Activity :: Copy out every line in the entries below that includes "edges".
--- Data ---
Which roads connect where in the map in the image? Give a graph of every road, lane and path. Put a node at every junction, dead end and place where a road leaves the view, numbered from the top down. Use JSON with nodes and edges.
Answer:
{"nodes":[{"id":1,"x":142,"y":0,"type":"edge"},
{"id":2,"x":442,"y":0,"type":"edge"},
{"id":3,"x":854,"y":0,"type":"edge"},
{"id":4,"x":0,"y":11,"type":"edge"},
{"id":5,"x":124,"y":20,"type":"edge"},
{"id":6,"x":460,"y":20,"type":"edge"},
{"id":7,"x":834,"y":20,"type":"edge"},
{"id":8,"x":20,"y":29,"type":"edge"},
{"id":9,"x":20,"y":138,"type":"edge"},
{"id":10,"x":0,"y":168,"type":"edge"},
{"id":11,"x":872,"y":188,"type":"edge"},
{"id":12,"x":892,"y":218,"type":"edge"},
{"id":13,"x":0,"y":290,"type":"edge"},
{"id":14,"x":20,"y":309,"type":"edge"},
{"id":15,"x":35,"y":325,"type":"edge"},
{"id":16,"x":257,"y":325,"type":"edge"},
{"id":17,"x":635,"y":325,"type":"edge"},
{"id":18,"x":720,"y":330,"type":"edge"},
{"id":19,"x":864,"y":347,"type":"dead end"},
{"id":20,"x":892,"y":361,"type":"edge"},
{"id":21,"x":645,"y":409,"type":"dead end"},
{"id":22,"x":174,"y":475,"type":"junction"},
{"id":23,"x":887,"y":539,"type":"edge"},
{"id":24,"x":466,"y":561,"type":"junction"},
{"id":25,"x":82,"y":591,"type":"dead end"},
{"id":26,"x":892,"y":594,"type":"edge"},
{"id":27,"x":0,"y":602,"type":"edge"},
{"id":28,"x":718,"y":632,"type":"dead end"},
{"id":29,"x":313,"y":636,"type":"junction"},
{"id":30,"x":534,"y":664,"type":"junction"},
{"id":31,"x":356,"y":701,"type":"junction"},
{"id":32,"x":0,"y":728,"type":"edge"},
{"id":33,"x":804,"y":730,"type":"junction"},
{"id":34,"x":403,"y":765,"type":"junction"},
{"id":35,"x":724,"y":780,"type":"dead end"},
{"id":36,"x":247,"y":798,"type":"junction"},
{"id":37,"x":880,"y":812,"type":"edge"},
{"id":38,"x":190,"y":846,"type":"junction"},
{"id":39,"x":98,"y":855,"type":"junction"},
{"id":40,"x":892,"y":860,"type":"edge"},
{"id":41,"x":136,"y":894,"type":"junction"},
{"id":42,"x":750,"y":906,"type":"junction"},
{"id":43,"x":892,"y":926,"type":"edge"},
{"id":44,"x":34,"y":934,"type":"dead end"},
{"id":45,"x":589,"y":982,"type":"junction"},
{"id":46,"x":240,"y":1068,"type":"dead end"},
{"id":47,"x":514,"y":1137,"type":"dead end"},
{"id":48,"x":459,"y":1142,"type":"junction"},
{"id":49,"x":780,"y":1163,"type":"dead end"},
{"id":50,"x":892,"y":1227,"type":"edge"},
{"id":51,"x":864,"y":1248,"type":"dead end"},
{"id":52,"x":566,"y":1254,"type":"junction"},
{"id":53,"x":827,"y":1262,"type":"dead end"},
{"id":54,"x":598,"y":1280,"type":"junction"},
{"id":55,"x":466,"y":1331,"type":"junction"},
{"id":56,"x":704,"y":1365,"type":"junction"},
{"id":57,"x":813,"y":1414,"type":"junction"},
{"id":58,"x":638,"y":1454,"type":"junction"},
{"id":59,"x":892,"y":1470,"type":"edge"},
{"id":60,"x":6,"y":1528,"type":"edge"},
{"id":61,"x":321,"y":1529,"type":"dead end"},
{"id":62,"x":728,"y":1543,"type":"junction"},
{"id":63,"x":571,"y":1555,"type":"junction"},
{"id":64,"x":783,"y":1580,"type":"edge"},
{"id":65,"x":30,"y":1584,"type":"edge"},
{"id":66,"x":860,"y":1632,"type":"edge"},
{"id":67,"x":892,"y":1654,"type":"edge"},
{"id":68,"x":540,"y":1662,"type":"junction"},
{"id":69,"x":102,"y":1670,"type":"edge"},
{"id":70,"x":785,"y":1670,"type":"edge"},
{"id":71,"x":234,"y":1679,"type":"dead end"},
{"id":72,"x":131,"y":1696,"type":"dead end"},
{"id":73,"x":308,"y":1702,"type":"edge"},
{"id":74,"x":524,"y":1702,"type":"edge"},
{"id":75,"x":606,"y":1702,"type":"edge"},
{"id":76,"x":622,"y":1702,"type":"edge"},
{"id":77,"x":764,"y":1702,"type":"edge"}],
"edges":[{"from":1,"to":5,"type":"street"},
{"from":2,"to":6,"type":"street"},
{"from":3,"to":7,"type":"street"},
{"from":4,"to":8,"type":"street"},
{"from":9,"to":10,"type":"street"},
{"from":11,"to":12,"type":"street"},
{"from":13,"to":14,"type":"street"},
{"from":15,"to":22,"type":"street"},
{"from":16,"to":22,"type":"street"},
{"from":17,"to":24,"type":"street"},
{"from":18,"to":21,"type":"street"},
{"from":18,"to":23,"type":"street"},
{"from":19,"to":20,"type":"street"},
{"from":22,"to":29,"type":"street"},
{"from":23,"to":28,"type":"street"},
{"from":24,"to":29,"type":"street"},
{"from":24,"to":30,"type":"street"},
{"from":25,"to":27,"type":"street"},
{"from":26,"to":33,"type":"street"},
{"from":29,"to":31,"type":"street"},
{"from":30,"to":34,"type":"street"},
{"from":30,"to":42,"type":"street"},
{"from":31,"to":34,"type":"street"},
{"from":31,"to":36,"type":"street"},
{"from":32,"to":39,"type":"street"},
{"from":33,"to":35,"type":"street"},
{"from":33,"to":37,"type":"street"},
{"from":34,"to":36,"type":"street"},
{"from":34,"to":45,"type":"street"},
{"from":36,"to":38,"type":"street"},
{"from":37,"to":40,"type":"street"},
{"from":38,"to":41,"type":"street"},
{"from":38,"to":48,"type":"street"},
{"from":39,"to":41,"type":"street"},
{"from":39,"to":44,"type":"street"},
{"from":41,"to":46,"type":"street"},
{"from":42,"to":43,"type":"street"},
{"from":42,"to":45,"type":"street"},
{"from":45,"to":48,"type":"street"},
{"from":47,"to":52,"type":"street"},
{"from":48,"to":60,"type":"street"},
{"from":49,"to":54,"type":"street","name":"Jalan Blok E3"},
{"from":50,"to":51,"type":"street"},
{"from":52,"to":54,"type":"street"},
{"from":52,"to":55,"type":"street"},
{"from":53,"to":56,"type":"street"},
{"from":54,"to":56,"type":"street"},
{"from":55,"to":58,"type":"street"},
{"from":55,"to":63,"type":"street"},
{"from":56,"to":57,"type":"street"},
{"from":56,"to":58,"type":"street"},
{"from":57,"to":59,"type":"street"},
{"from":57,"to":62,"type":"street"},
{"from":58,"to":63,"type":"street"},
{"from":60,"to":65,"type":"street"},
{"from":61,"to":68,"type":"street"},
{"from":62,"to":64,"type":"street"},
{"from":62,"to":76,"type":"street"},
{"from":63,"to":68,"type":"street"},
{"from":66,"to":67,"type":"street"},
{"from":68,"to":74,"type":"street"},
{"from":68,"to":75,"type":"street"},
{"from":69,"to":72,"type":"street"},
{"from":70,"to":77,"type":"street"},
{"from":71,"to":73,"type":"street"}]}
---
Task response ::
Which roads connect where in the map in the image? Give a graph of every road, lane and path. Put a node at every junction, dead end and place where a road leaves the view, numbered from the top down. Use JSON with nodes and edges.
"edges":[{"from":1,"to":5,"type":"street"},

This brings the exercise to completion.